(RECORDS FOR THE TASK Opens)

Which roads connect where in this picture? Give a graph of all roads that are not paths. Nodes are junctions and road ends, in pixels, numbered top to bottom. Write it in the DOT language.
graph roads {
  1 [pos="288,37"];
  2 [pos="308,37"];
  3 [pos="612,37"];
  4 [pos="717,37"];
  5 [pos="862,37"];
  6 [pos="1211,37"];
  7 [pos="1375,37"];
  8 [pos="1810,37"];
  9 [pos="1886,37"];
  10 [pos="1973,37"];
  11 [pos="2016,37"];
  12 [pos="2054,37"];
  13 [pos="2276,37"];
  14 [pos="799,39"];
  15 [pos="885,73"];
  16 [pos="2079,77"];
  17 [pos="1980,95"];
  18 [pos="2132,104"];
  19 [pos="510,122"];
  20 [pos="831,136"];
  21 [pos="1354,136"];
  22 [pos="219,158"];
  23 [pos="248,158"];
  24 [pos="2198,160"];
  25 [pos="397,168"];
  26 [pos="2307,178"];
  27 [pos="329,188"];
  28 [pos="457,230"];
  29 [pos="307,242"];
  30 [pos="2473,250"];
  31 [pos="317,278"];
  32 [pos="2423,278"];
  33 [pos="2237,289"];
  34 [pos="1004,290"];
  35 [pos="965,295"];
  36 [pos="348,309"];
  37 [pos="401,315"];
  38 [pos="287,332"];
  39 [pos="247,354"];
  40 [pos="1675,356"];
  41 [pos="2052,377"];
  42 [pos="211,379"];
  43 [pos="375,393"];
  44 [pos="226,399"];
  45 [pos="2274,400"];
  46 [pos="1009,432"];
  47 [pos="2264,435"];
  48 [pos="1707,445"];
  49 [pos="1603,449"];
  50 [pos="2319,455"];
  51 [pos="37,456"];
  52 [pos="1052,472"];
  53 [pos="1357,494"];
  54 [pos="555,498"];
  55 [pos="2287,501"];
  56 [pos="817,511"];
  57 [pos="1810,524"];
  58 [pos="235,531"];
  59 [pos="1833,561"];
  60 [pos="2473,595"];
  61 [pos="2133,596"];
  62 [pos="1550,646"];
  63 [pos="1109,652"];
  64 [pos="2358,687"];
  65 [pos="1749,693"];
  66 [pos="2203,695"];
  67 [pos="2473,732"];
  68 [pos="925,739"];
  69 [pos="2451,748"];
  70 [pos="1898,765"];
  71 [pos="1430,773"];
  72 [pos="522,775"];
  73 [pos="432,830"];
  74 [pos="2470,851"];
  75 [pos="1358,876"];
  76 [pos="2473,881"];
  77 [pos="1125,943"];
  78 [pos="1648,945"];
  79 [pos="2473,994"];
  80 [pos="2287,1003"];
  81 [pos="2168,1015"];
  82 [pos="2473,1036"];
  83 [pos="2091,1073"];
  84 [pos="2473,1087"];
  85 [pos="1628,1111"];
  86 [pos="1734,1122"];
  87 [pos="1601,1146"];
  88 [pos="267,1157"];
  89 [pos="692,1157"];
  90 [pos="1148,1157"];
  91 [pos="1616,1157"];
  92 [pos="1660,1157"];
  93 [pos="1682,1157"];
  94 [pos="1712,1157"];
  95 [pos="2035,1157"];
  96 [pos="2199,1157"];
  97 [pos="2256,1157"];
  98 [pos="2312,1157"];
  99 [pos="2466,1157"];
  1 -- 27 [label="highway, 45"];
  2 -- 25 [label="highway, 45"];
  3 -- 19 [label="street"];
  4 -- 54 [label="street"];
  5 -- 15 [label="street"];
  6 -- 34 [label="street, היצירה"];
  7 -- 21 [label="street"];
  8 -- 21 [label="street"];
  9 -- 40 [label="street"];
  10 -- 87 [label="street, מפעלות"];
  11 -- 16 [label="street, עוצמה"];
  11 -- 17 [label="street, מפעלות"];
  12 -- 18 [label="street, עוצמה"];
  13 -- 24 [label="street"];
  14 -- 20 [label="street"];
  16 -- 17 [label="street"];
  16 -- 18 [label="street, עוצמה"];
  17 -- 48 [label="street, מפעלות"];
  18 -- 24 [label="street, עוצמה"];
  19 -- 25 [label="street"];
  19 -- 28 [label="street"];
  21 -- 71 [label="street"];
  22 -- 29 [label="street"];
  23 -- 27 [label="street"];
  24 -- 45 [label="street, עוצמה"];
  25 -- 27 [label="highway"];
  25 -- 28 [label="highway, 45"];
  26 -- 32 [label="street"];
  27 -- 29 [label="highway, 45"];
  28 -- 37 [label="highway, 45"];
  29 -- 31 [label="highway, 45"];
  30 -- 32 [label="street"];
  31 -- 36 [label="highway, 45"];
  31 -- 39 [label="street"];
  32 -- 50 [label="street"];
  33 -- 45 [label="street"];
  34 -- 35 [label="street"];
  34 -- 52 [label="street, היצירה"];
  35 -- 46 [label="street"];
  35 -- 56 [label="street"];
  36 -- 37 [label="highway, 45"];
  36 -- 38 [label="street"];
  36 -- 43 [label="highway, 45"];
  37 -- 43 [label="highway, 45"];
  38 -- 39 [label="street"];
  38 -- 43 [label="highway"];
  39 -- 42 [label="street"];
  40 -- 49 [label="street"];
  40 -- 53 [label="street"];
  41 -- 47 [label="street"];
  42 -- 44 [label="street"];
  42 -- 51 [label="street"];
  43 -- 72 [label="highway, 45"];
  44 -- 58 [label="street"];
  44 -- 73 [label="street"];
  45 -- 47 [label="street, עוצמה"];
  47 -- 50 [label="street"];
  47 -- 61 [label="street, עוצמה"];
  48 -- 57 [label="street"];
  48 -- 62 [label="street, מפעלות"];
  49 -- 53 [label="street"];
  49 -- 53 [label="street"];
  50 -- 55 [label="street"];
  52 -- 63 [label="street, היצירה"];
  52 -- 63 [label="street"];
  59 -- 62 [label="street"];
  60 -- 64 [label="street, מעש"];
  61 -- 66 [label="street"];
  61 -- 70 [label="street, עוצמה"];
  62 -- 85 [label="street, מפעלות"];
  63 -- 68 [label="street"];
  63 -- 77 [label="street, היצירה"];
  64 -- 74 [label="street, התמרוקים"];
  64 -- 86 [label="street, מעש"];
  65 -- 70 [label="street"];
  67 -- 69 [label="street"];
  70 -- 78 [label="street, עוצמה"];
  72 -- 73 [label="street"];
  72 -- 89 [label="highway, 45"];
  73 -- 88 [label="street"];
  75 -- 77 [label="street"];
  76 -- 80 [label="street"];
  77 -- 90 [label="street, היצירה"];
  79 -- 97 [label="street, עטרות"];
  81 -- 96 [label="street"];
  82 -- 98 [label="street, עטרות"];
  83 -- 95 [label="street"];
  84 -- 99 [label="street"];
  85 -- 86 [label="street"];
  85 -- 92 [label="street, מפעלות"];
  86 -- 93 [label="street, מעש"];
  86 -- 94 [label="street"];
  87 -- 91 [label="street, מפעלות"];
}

(RECORDS FOR THE TASK Closes)

TASK STATEMENT
Please transcribe the records in full, keeping every word as it is.

TASK RESPONSE
Which roads connect where in this picture? Give a graph of all roads that are not paths. Nodes are junctions and road ends, in pixels, numbered top to bottom. Write it in the DOT language.
graph roads {
  1 [pos="288,37"];
  2 [pos="308,37"];
  3 [pos="612,37"];
  4 [pos="717,37"];
  5 [pos="862,37"];
  6 [pos="1211,37"];
  7 [pos="1375,37"];
  8 [pos="1810,37"];
  9 [pos="1886,37"];
  10 [pos="1973,37"];
  11 [pos="2016,37"];
  12 [pos="2054,37"];
  13 [pos="2276,37"];
  14 [pos="799,39"];
  15 [pos="885,73"];
  16 [pos="2079,77"];
  17 [pos="1980,95"];
  18 [pos="2132,104"];
  19 [pos="510,122"];
  20 [pos="831,136"];
  21 [pos="1354,136"];
  22 [pos="219,158"];
  23 [pos="248,158"];
  24 [pos="2198,160"];
  25 [pos="397,168"];
  26 [pos="2307,178"];
  27 [pos="329,188"];
  28 [pos="457,230"];
  29 [pos="307,242"];
  30 [pos="2473,250"];
  31 [pos="317,278"];
  32 [pos="2423,278"];
  33 [pos="2237,289"];
  34 [pos="1004,290"];
  35 [pos="965,295"];
  36 [pos="348,309"];
  37 [pos="401,315"];
  38 [pos="287,332"];
  39 [pos="247,354"];
  40 [pos="1675,356"];
  41 [pos="2052,377"];
  42 [pos="211,379"];
  43 [pos="375,393"];
  44 [pos="226,399"];
  45 [pos="2274,400"];
  46 [pos="1009,432"];
  47 [pos="2264,435"];
  48 [pos="1707,445"];
  49 [pos="1603,449"];
  50 [pos="2319,455"];
  51 [pos="37,456"];
  52 [pos="1052,472"];
  53 [pos="1357,494"];
  54 [pos="555,498"];
  55 [pos="2287,501"];
  56 [pos="817,511"];
  57 [pos="1810,524"];
  58 [pos="235,531"];
  59 [pos="1833,561"];
  60 [pos="2473,595"];
  61 [pos="2133,596"];
  62 [pos="1550,646"];
  63 [pos="1109,652"];
  64 [pos="2358,687"];
  65 [pos="1749,693"];
  66 [pos="2203,695"];
  67 [pos="2473,732"];
  68 [pos="925,739"];
  69 [pos="2451,748"];
  70 [pos="1898,765"];
  71 [pos="1430,773"];
  72 [pos="522,775"];
  73 [pos="432,830"];
  74 [pos="2470,851"];
  75 [pos="1358,876"];
  76 [pos="2473,881"];
  77 [pos="1125,943"];
  78 [pos="1648,945"];
  79 [pos="2473,994"];
  80 [pos="2287,1003"];
  81 [pos="2168,1015"];
  82 [pos="2473,1036"];
  83 [pos="2091,1073"];
  84 [pos="2473,1087"];
  85 [pos="1628,1111"];
  86 [pos="1734,1122"];
  87 [pos="1601,1146"];
  88 [pos="267,1157"];
  89 [pos="692,1157"];
  90 [pos="1148,1157"];
  91 [pos="1616,1157"];
  92 [pos="1660,1157"];
  93 [pos="1682,1157"];
  94 [pos="1712,1157"];
  95 [pos="2035,1157"];
  96 [pos="2199,1157"];
  97 [pos="2256,1157"];
  98 [pos="2312,1157"];
  99 [pos="2466,1157"];
  1 -- 27 [label="highway, 45"];
  2 -- 25 [label="highway, 45"];
  3 -- 19 [label="street"];
  4 -- 54 [label="street"];
  5 -- 15 [label="street"];
  6 -- 34 [label="street, היצירה"];
  7 -- 21 [label="street"];
  8 -- 21 [label="street"];
  9 -- 40 [label="street"];
  10 -- 87 [label="street, מפעלות"];
  11 -- 16 [label="street, עוצמה"];
  11 -- 17 [label="street, מפעלות"];
  12 -- 18 [label="street, עוצמה"];
  13 -- 24 [label="street"];
  14 -- 20 [label="street"];
  16 -- 17 [label="street"];
  16 -- 18 [label="street, עוצמה"];
  17 -- 48 [label="street, מפעלות"];
  18 -- 24 [label="street, עוצמה"];
  19 -- 25 [label="street"];
  19 -- 28 [label="street"];
  21 -- 71 [label="street"];
  22 -- 29 [label="street"];
  23 -- 27 [label="street"];
  24 -- 45 [label="street, עוצמה"];
  25 -- 27 [label="highway"];
  25 -- 28 [label="highway, 45"];
  26 -- 32 [label="street"];
  27 -- 29 [label="highway, 45"];
  28 -- 37 [label="highway, 45"];
  29 -- 31 [label="highway, 45"];
  30 -- 32 [label="street"];
  31 -- 36 [label="highway, 45"];
  31 -- 39 [label="street"];
  32 -- 50 [label="street"];
  33 -- 45 [label="street"];
  34 -- 35 [label="street"];
  34 -- 52 [label="street, היצירה"];
  35 -- 46 [label="street"];
  35 -- 56 [label="street"];
  36 -- 37 [label="highway, 45"];
  36 -- 38 [label="street"];
  36 -- 43 [label="highway, 45"];
  37 -- 43 [label="highway, 45"];
  38 -- 39 [label="street"];
  38 -- 43 [label="highway"];
  39 -- 42 [label="street"];
  40 -- 49 [label="street"];
  40 -- 53 [label="street"];
  41 -- 47 [label="street"];
  42 -- 44 [label="street"];
  42 -- 51 [label="street"];
  43 -- 72 [label="highway, 45"];
  44 -- 58 [label="street"];
  44 -- 73 [label="street"];
  45 -- 47 [label="street, עוצמה"];
  47 -- 50 [label="street"];
  47 -- 61 [label="street, עוצמה"];
  48 -- 57 [label="street"];
  48 -- 62 [label="street, מפעלות"];
  49 -- 53 [label="street"];
  49 -- 53 [label="street"];
  50 -- 55 [label="street"];
  52 -- 63 [label="street, היצירה"];
  52 -- 63 [label="street"];
  59 -- 62 [label="street"];
  60 -- 64 [label="street, מעש"];
  61 -- 66 [label="street"];
  61 -- 70 [label="street, עוצמה"];
  62 -- 85 [label="street, מפעלות"];
  63 -- 68 [label="street"];
  63 -- 77 [label="street, היצירה"];
  64 -- 74 [label="street, התמרוקים"];
  64 -- 86 [label="street, מעש"];
  65 -- 70 [label="street"];
  67 -- 69 [label="street"];
  70 -- 78 [label="street, עוצמה"];
  72 -- 73 [label="street"];
  72 -- 89 [label="highway, 45"];
  73 -- 88 [label="street"];
  75 -- 77 [label="street"];
  76 -- 80 [label="street"];
  77 -- 90 [label="street, היצירה"];
  79 -- 97 [label="street, עטרות"];
  81 -- 96 [label="street"];
  82 -- 98 [label="street, עטרות"];
  83 -- 95 [label="street"];
  84 -- 99 [label="street"];
  85 -- 86 [label="street"];
  85 -- 92 [label="street, מפעלות"];
  86 -- 93 [label="street, מעש"];
  86 -- 94 [label="street"];
  87 -- 91 [label="street, מפעלות"];
}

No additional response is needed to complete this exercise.